But now he remembered the longing in their questions. He heard their offhand remarks again. He heard the sharp notes and undertones.

Barney still believed that Obi and Girl had wanted to be friends. Just as he, Barney, had wanted to be friends with Wilton Maxwell. To be part of his life and his good fortune.

But Obi and Girl weren’t six years old. They knew that it
couldn’t be a real friendship, or that it could only be fleeting. They had known quite well that the King and Queen of High Street lived in a sealed-off, fortunate universe; that they, Obi and Girl were drifters, unanchored and unnoticed, who could only ever visit, who could look and listen and taste and touch, but only for a very brief time.

That would be hard to take, wouldn’t it? That would certainly be a bitter pill – as Dad described taxes: something unpalatable that you were obliged to swallow.

That would certainly make you feel less than friendly, despite your yearnings. And of course, it could make you not
like
the objects of your envious gaze. Oh yes.

He must talk to Ren.

 

When the lunch bell rang, Barney took his camera bag and backpack and went to find Ren. She was in the cafeteria with Lovie and Henrietta. They were queuing for iced fruit smoothies, which were a new thing at Kate Sheppard. Barney hadn’t tried one yet. He was not a fan of queues.

‘Hey Barney,’ said Lovie, ‘did Marcel really say a whole sentence on film?’

‘Yes,’ said Barney, ‘but it was a one-word sentence.’

Ren beamed, smugly.

Lovie and Henrietta groaned.

‘What was the word?’

‘Wait,
wait
,’ said Ren. ‘Barney, you say the word and then you two have to work out what the question was.
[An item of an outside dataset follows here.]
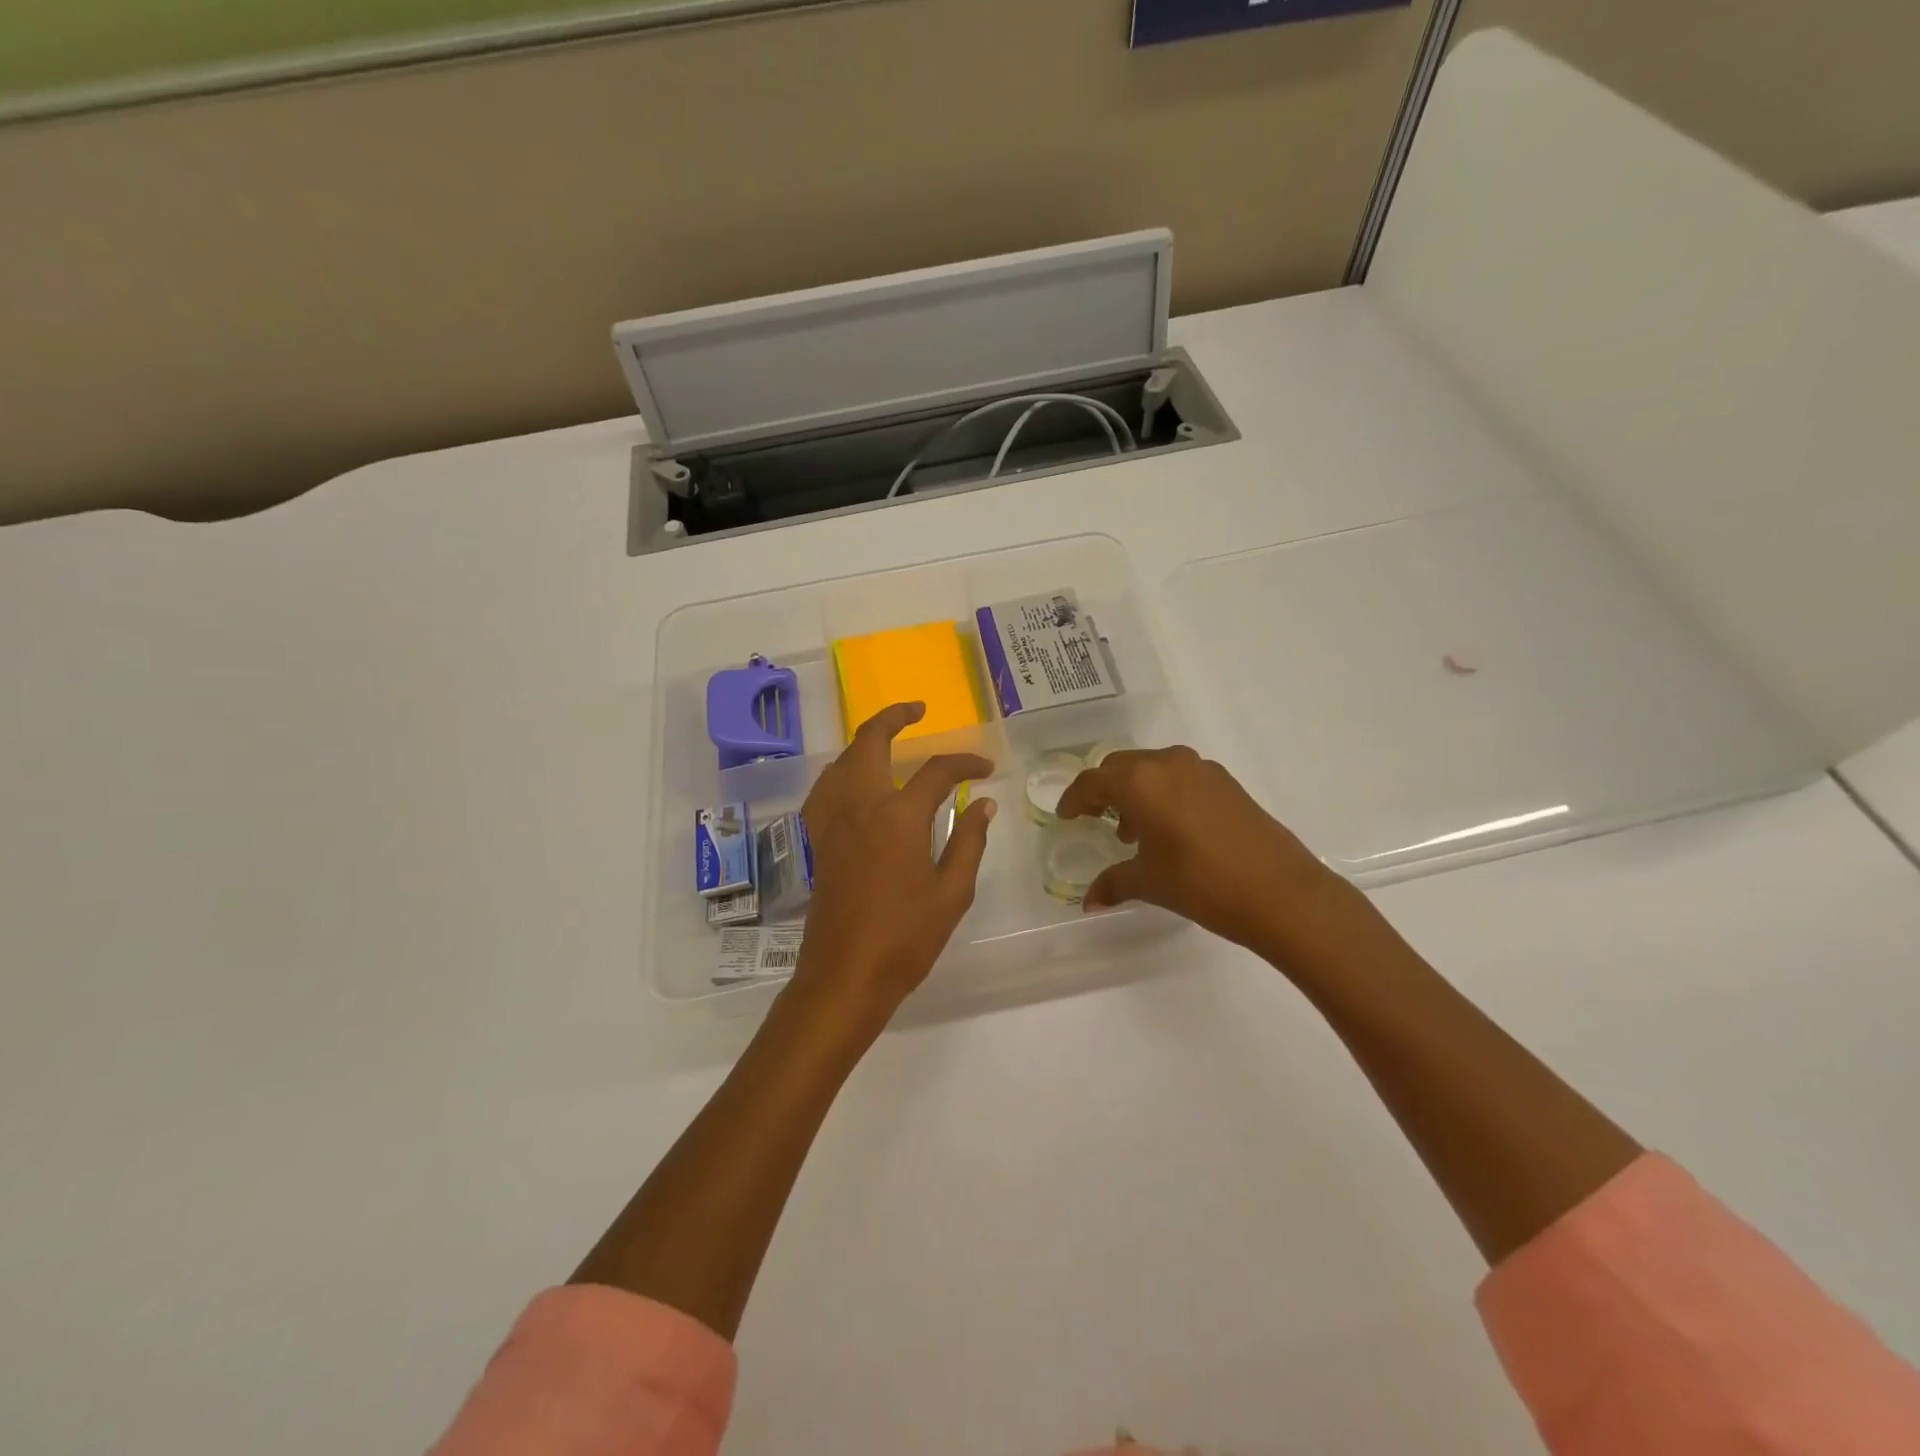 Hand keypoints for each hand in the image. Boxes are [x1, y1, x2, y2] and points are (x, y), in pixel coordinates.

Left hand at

Just to make it more interesting.’

‘Interesting for you,’ said Henrietta, with the air of one who was usually on the losing end of such diversions.

‘I need to talk to you,’ Barney said to Ren.

Henrietta and Lovie sighed ostentatiously.

‘About Suit’s interview,’ said Barney, plucking that from
nowhere.
Although
, as it happened, there was something he’d been –

‘What’s the one-word sentence, first?’ said Lovie.

‘Grease,’ said Barney.
C’mon
, he said to Ren with his eyes.

‘We’ll get yours,’ said Henrietta.

Barney walked quickly in the direction of the benches on the far side of the monkey bars.

‘What’s the
hurry
?’ said Ren. ‘And why have you got your camera bag?’

They had not walked to school together. Ren had gone earlier with Henrietta and Lovie. She was proving something to them, she said. What? That she did not spend all her time with her brother.

‘That’s what I wanted to talk to you about,’ said Barney. But before he could explain, Ren pulled a face.

‘You’re going to the Post Office,’ she said.

‘Yes,’ said Barney. How did she
do
that? ‘They’re leaving today. I wasn’t going to tell you. But then I thought I would. Since I usually tell you everything.’

He gave Ren his best silly eye flutter.

‘Well, Barney,’ said Ren in her Ms Temple voice. ‘I think you will find that life does not always organise itself precisely the way you like it.’

Ms Temple had said exactly this when Barney had protested his desk placement last year.

‘Whatever,’ said Ren.

Barney was surprised. He was sure she would protest more.

But, now, Ren sat down on the bench. Barney sat down too. He took a big swig from his water bottle. Eeew. Lukewarm. He was actually looking forward to rain. It was coming at last. Mum had read out the weather forecast this morning.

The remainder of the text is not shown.